Give the number of lines in the following entries that contain the word "hand", with nothing added.

*** Opening Data to examine ***

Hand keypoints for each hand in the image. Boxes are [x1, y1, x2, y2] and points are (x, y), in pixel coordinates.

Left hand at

*** Closing Data to examine ***
*** Opening Data to examine ***

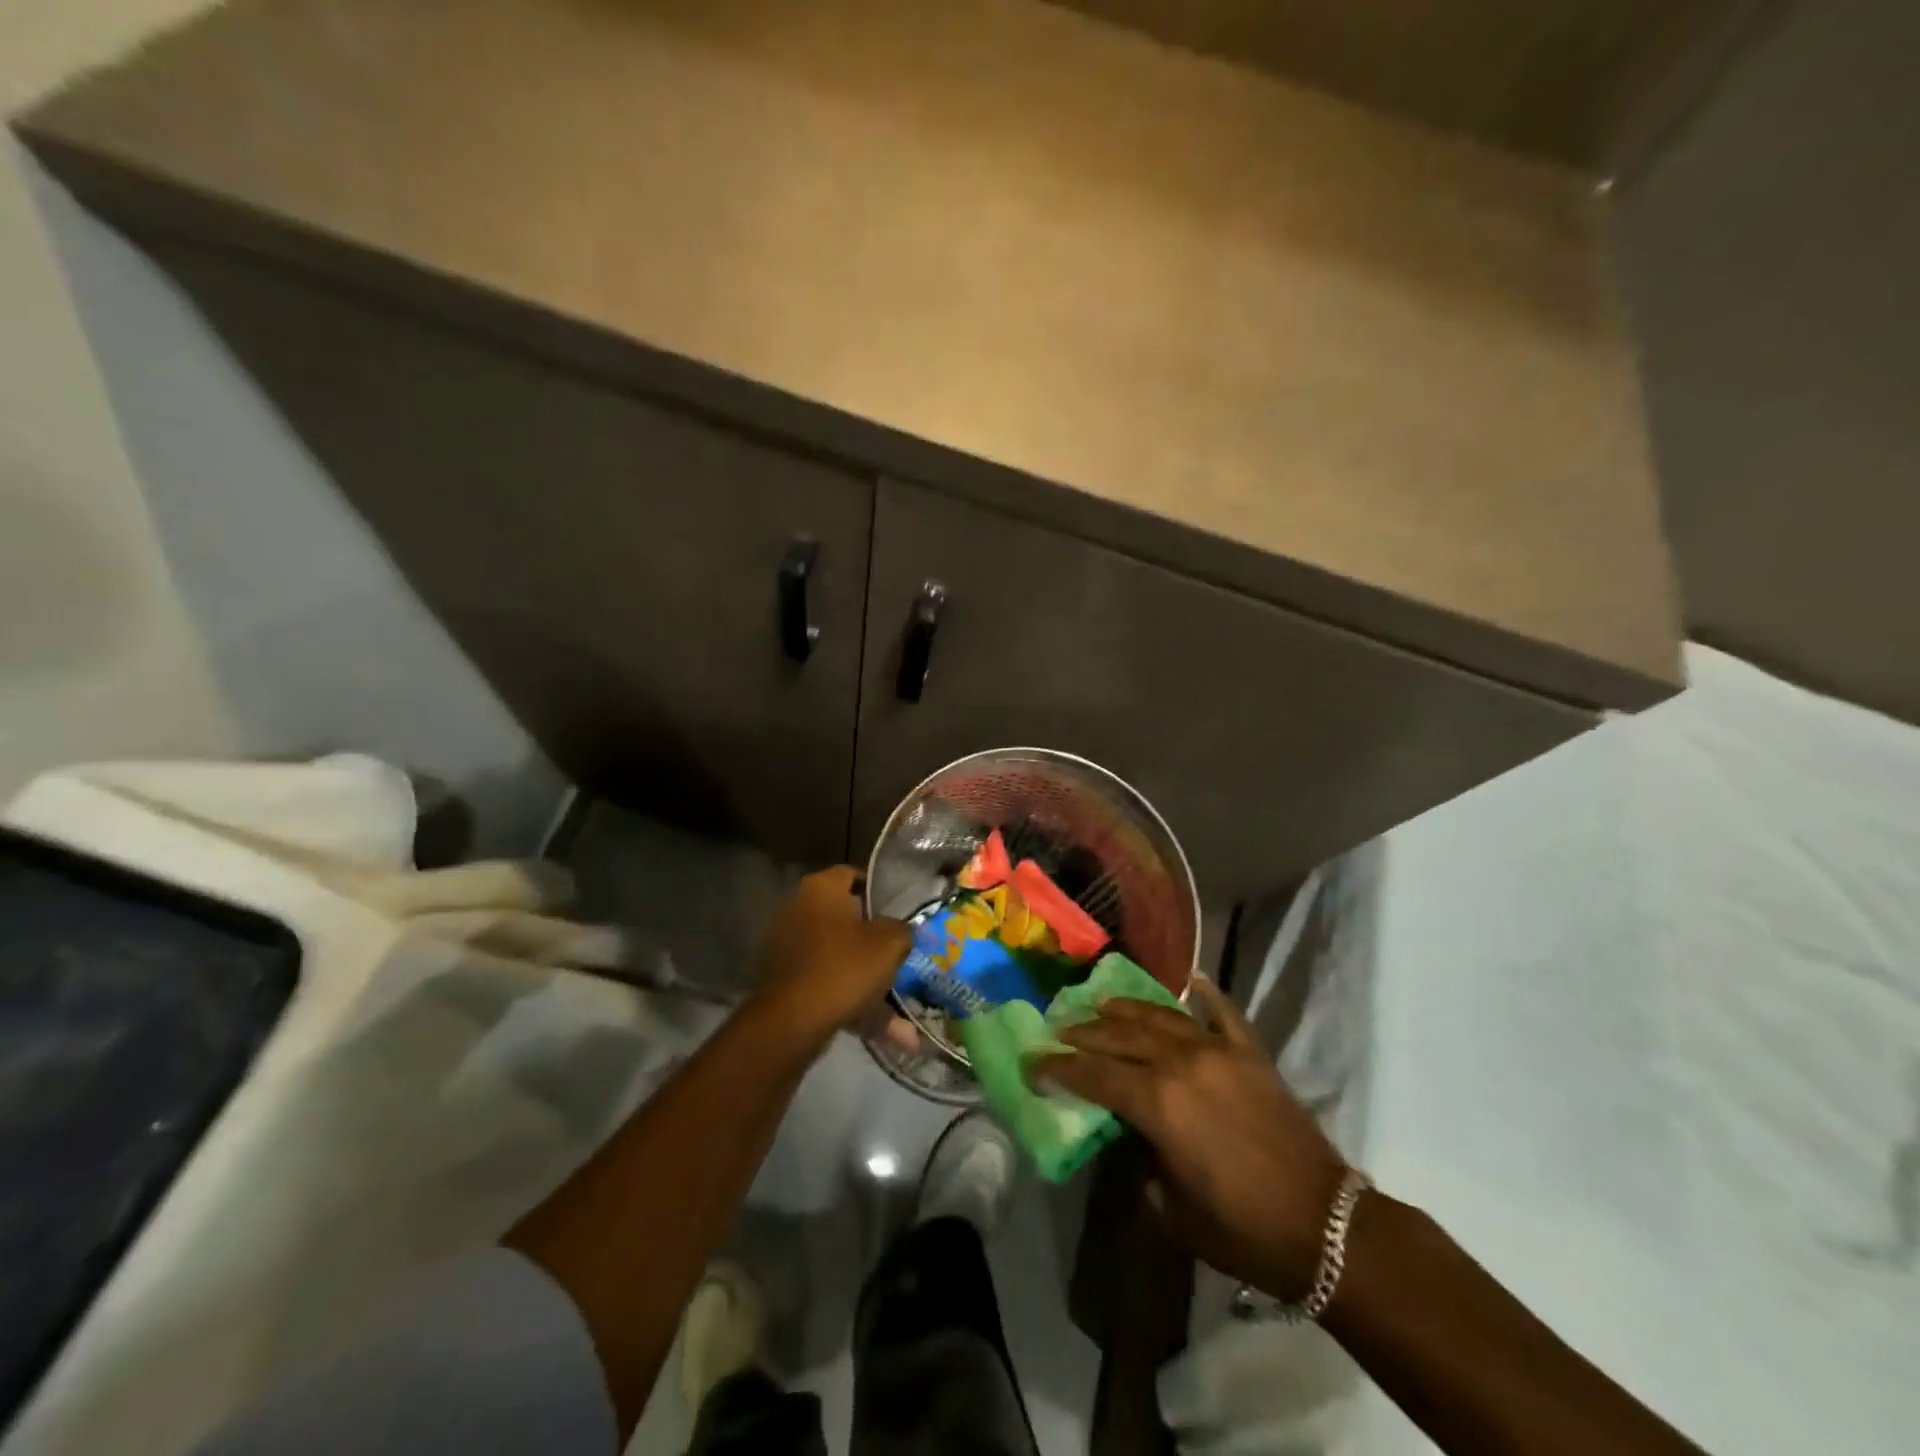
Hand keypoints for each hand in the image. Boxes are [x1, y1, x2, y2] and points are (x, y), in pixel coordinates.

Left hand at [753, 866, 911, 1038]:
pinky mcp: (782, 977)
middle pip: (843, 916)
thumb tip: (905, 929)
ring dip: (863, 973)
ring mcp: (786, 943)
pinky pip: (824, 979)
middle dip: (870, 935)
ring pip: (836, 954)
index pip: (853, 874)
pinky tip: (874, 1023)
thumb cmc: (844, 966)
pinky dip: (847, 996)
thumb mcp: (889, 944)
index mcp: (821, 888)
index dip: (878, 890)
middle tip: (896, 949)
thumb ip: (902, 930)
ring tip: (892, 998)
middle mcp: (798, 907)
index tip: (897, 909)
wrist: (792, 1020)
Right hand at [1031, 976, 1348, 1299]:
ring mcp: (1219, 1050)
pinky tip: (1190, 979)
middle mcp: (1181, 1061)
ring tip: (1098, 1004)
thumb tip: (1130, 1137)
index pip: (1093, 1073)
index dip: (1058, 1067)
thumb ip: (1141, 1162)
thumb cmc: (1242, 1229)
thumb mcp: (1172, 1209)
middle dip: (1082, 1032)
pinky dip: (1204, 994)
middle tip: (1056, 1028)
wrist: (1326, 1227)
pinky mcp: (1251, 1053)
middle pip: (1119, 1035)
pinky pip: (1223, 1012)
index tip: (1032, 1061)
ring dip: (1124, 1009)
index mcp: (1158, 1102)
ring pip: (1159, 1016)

*** Closing Data to examine ***

Answer to the exercise —
5